Jobtracker throws GC overhead limit exceeded

2011-07-05 Thread Meghana
Hi,

We are using Hadoop 0.19 on a small cluster of 7 machines (7 datanodes, 4
task trackers), and we typically have 3-4 jobs running at a time. We have
been facing the following error on the Jobtracker:

java.io.IOException: java.lang.OutOfMemoryError: GC overhead limit exceeded

It seems to be thrown by RunningJob.killJob() and usually occurs after a day
or so of starting up the cluster.

In the Jobtracker's output file:
Exception in thread initJobs java.lang.OutOfMemoryError: GC overhead limit
exceeded
at java.lang.String.substring(String.java:1939)
at java.lang.String.substring(String.java:1904)
at org.apache.hadoop.fs.Path.getName(Path.java:188)
at
org.apache.hadoop.fs.ChecksumFileSystem.isChecksumFile(ChecksumFileSystem.java:70)
at
org.apache.hadoop.fs.ChecksumFileSystem$1.accept(ChecksumFileSystem.java:442)
at org.apache.hadoop.fs.FileSystem.listStatus(FileSystem.java:726)
at org.apache.hadoop.fs.FileSystem.listStatus(FileSystem.java:748)
at
org.apache.hadoop.fs.ChecksumFileSystem.listStatus(ChecksumFileSystem.java:457)
at org.apache.hadoop.fs.FileSystem.listStatus(FileSystem.java:723)
at org.apache.hadoop.fs.FileSystem.listStatus(FileSystem.java:748)
at
org.apache.hadoop.mapred.JobHistory$JobInfo.getJobHistoryFileName(JobHistory.java:660)
at
org.apache.hadoop.mapred.JobHistory$JobInfo.finalizeRecovery(JobHistory.java:746)
at org.apache.hadoop.mapred.JobTracker.finalizeJob(JobTracker.java:1532)
at
org.apache.hadoop.mapred.JobInProgress.garbageCollect(JobInProgress.java:2232)
at
org.apache.hadoop.mapred.JobInProgress.terminateJob(JobInProgress.java:1938)
at
org.apache.hadoop.mapred.JobInProgress.terminate(JobInProgress.java:1953)
at org.apache.hadoop.mapred.JobInProgress.fail(JobInProgress.java:2012)
at
org.apache.hadoop.mapred.EagerTaskInitializationListener$JobInitThread.run(EagerTaskInitializationListener.java:62)
at java.lang.Thread.run(Thread.java:619)


Please help!

Thanks,

Meghana


Re: Jobtracker throws GC overhead limit exceeded

2011-07-05 Thread Arun C Murthy
Meghana,

What is the heapsize for your JT? Try increasing that.
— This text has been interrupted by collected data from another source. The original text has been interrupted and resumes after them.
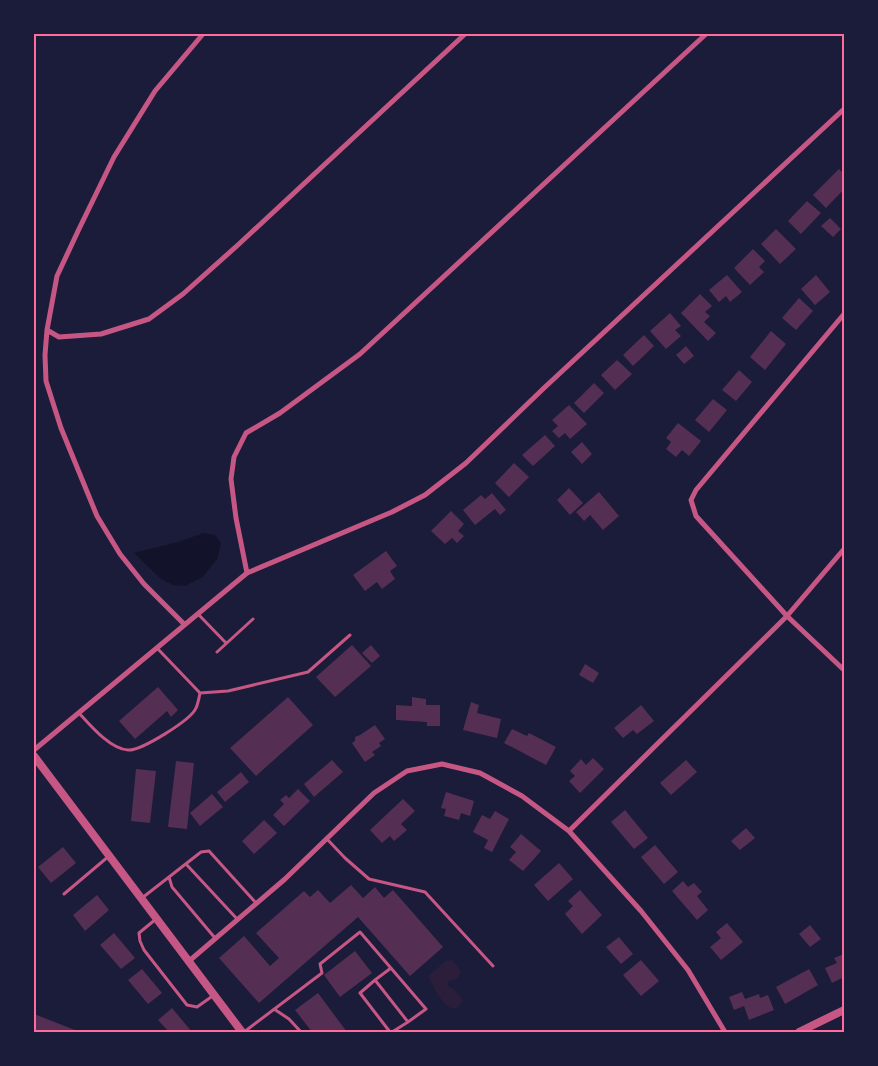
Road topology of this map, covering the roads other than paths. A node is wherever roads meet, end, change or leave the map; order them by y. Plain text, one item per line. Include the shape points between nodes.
1 (202, 34) edge
2 (466, 34) edge
3 (706, 34) edge
4 (844, 110) edge
5 (844, 314) edge
6 (47, 330) junction
7 (844, 549) edge
8 (247, 573) junction
9 (198, 613) junction
10 (787, 616) junction
11 (253, 618) dead end
12 (184, 624) junction
13 (350, 635) dead end
14 (226, 643) junction
15 (156, 648) junction
16 (217, 652) dead end
17 (844, 670) edge
18 (200, 693) junction
19 (79, 713) junction
20 (34, 750) edge
21 (34, 756) edge
22 (569, 831) junction
23 (326, 838) junction
24 (110, 856) junction
25 (186, 864) junction
26 (169, 877) junction
27 (64, 894) dead end
28 (142, 898) junction
29 (257, 903) junction
30 (157, 918) junction
31 (238, 920) junction
32 (216, 938) junction
33 (188, 962) junction
34 (493, 966) dead end
35 (391, 968) junction
36 (375, 980) junction
37 (214, 996) junction
38 (274, 1009) junction
39 (844, 1010) edge
40 (408, 1022) junction
41 (243, 1032) edge
42 (301, 1032) edge
43 (391, 1032) edge
44 (725, 1032) edge
45 (799, 1032) edge

1 - 6 street via 155,91 114,158 57,276
2 - 6 street via 239,244 183,294 149,319 101,334 59,337
3 - 8 street via 360,354 280,413 246,433 234,457 231,479
4 - 8 street via 466,463 425,494 392,512
5 - 10 street via 696,490 691,504 696,516
6 - 12 street via 46,382 97,516 120,554 144,584
7 - 10 street
8 - 9 street
9 - 12 street
9 - 14 lane
10 - 17 street
10 - 22 street
11 - 14 lane
12 - 15 street
13 - 18 lane via 308,672 228,691
14 - 16 lane
15 - 18 lane
15 - 19 street
18 - 19 lane via 196,710 167,733 144,746 128,750 112,745
19 - 20 street
21 - 24 street
22 - 23 street via 522,796 480,773 442,764 407,771 374,793
22 - 44 street via 642,911 688,970
23 - 29 street
23 - 34 lane via 369,879 426,892
24 - 27 lane
24 - 28 street
25 - 26 lane
25 - 29 lane via 201,852 209,851
25 - 31 lane
26 - 28 lane
26 - 32 lane via 172,887
28 - 30 street
29 - 31 street
30 - 33 street
30 - 37 lane via 139,933 144,950 187,1005 197,1008
31 - 32 street
32 - 33 street
33 - 37 street
35 - 36 lane
35 - 38 lane via 360,932 320,964 322,974
35 - 40 lane via 426,1009
36 - 40 lane
36 - 43 lane via 360,993
37 - 41 street
38 - 41 lane
38 - 42 lane
39 - 45 street
40 - 43 lane

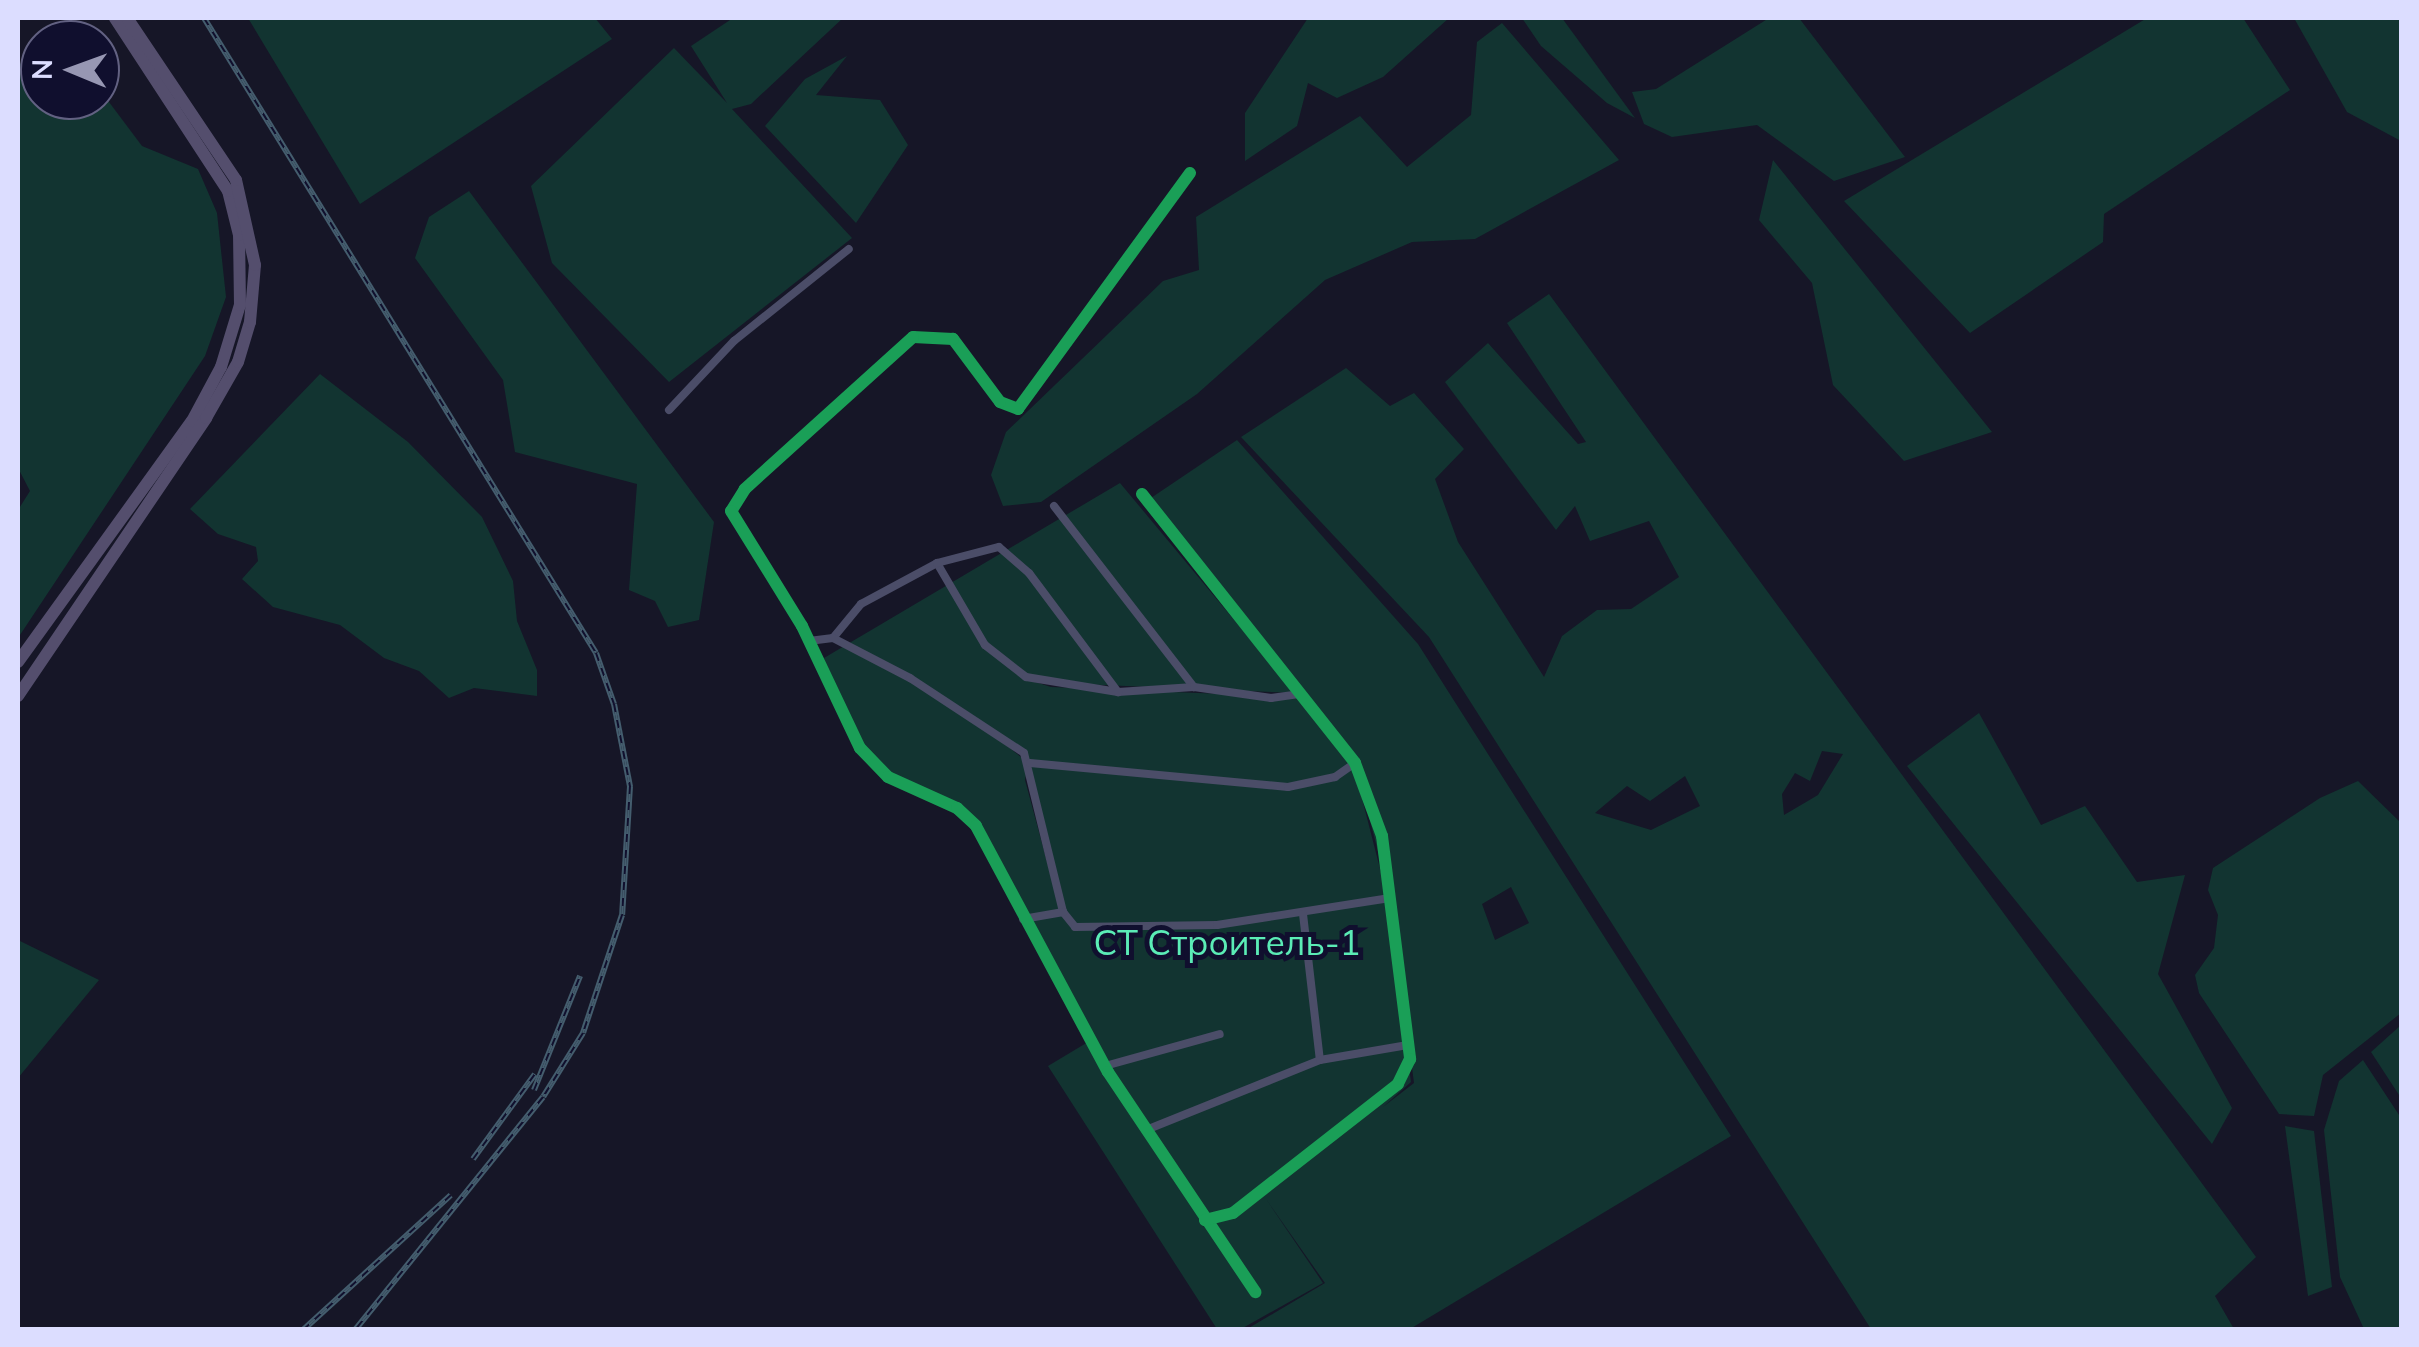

Also, we've fixed a huge number of issues in the JT (and Hadoop overall) since 
0.19. Can you upgrade to 0.20.203, the latest stable release?

thanks,
Arun

Sent from my iPhone

On Jul 4, 2011, at 11:10 PM, Meghana meghana.mara...@germinait.com wrote:

 Hi,
 
 We are using Hadoop 0.19 on a small cluster of 7 machines (7 datanodes, 4
 task trackers), and we typically have 3-4 jobs running at a time. We have
 been facing the following error on the Jobtracker:
 
 java.io.IOException: java.lang.OutOfMemoryError: GC overhead limit exceeded
 
 It seems to be thrown by RunningJob.killJob() and usually occurs after a day
 or so of starting up the cluster.
 
 In the Jobtracker's output file:
 Exception in thread initJobs java.lang.OutOfMemoryError: GC overhead limit
 exceeded
at java.lang.String.substring(String.java:1939)
at java.lang.String.substring(String.java:1904)
at org.apache.hadoop.fs.Path.getName(Path.java:188)
at
 org.apache.hadoop.fs.ChecksumFileSystem.isChecksumFile(ChecksumFileSystem.java:70)
at
 org.apache.hadoop.fs.ChecksumFileSystem$1.accept(ChecksumFileSystem.java:442)
at org.apache.hadoop.fs.FileSystem.listStatus(FileSystem.java:726)
at org.apache.hadoop.fs.FileSystem.listStatus(FileSystem.java:748)
at
 org.apache.hadoop.fs.ChecksumFileSystem.listStatus(ChecksumFileSystem.java:457)
at org.apache.hadoop.fs.FileSystem.listStatus(FileSystem.java:723)
at org.apache.hadoop.fs.FileSystem.listStatus(FileSystem.java:748)
at
 org.apache.hadoop.mapred.JobHistory$JobInfo.getJobHistoryFileName(JobHistory.java:660)
at
 org.apache.hadoop.mapred.JobHistory$JobInfo.finalizeRecovery(JobHistory.java:746)
at org.apache.hadoop.mapred.JobTracker.finalizeJob(JobTracker.java:1532)
at
 org.apache.hadoop.mapred.JobInProgress.garbageCollect(JobInProgress.java:2232)
at
 org.apache.hadoop.mapred.JobInProgress.terminateJob(JobInProgress.java:1938)
at
 org.apache.hadoop.mapred.JobInProgress.terminate(JobInProgress.java:1953)
at org.apache.hadoop.mapred.JobInProgress.fail(JobInProgress.java:2012)
at
 org.apache.hadoop.mapred.EagerTaskInitializationListener$JobInitThread.run(EagerTaskInitializationListener.java:62)
at java.lang.Thread.run(Thread.java:619)
 
 
 Please help!
 
 Thanks,
 
 Meghana


Re: Jobtracker throws GC overhead limit exceeded

2011-07-05 Thread Meghana
Hey Arun,

The JT heapsize (Xmx) is 512m. Will try increasing it, thanks!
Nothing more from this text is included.